What the task requires :: The expected output is every entry, repeated exactly.

▼

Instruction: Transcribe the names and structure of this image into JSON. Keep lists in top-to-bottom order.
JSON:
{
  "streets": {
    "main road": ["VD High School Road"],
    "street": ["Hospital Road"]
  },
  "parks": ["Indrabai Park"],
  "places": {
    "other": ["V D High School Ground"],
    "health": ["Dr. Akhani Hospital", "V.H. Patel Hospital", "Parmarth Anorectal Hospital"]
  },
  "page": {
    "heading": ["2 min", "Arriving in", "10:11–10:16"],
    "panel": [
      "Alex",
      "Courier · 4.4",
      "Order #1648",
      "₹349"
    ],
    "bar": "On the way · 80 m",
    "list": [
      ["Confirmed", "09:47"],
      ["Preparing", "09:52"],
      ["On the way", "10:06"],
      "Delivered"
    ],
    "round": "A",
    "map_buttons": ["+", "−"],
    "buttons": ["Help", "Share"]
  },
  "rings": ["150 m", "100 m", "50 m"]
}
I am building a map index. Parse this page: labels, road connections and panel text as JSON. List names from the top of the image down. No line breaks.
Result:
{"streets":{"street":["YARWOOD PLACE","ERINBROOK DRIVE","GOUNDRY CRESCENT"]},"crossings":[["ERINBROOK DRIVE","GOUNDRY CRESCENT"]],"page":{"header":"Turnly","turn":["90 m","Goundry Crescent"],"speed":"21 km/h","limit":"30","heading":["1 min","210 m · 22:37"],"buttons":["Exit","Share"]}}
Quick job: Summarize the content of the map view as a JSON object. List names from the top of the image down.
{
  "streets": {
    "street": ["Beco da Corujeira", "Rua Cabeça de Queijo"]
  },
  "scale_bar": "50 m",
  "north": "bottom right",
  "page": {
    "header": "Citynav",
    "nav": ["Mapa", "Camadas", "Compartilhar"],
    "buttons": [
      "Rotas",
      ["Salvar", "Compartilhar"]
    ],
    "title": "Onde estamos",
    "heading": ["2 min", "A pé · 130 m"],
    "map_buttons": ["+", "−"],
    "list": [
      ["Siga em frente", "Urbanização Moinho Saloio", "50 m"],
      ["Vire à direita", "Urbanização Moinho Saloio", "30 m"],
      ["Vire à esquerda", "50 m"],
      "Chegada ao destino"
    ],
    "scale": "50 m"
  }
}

▲

Solution for this problem ::
Instruction: Transcribe the names and structure of this image into JSON. Keep lists in top-to-bottom order.
JSON:
{
  "streets": {
    "main road": ["VD High School Road"],
    "street": ["Hospital Road"]
  },
  "parks": ["Indrabai Park"],
  "places": {
    "other": ["V D High School Ground"],
    "health": ["Dr. Akhani Hospital", "V.H. Patel Hospital", "Parmarth Anorectal Hospital"]
  },
  "page": {
    "heading": ["2 min", "Arriving in", "10:11–10:16"],
    "panel": [
      "Alex",
      "Courier · 4.4",
      "Order #1648",
      "₹349"
    ],
    "bar": "On the way · 80 m",
    "list": [
      ["Confirmed", "09:47"],
      ["Preparing", "09:52"],
      ["On the way", "10:06"],
      "Delivered"
    ],
    "round": "A",
    "map_buttons": ["+", "−"],
    "buttons": ["Help", "Share"]
  },
  "rings": ["150 m", "100 m", "50 m"]
}
I am building a map index. Parse this page: labels, road connections and panel text as JSON. List names from the top of the image down. No line breaks.
Result:
{"streets":{"street":["YARWOOD PLACE","ERINBROOK DRIVE","GOUNDRY CRESCENT"]},"crossings":[["ERINBROOK DRIVE","GOUNDRY CRESCENT"]],"page":{"header":"Turnly","turn":["90 m","Goundry Crescent"],"speed":"21 km/h","limit":"30","heading":["1 min","210 m · 22:37"],"buttons":["Exit","Share"]}}
Quick job: Summarize the content of the map view as a JSON object. List names from the top of the image down.
{
  "streets": {
    "street": ["Beco da Corujeira", "Rua Cabeça de Queijo"]
  },
  "scale_bar": "50 m",
  "north": "bottom right",
  "page": {
    "header": "Citynav",
    "nav": ["Mapa", "Camadas", "Compartilhar"],
    "buttons": [
      "Rotas",
      ["Salvar", "Compartilhar"]
    ],
    "title": "Onde estamos",
    "heading": ["2 min", "A pé · 130 m"],
    "map_buttons": ["+", "−"],
    "list": [
      ["Siga em frente", "Urbanização Moinho Saloio", "50 m"],
      ["Vire à direita", "Urbanização Moinho Saloio", "30 m"],
      ["Vire à esquerda", "50 m"],
      "Chegada ao destino"
    ],
    "scale": "50 m"
  }
}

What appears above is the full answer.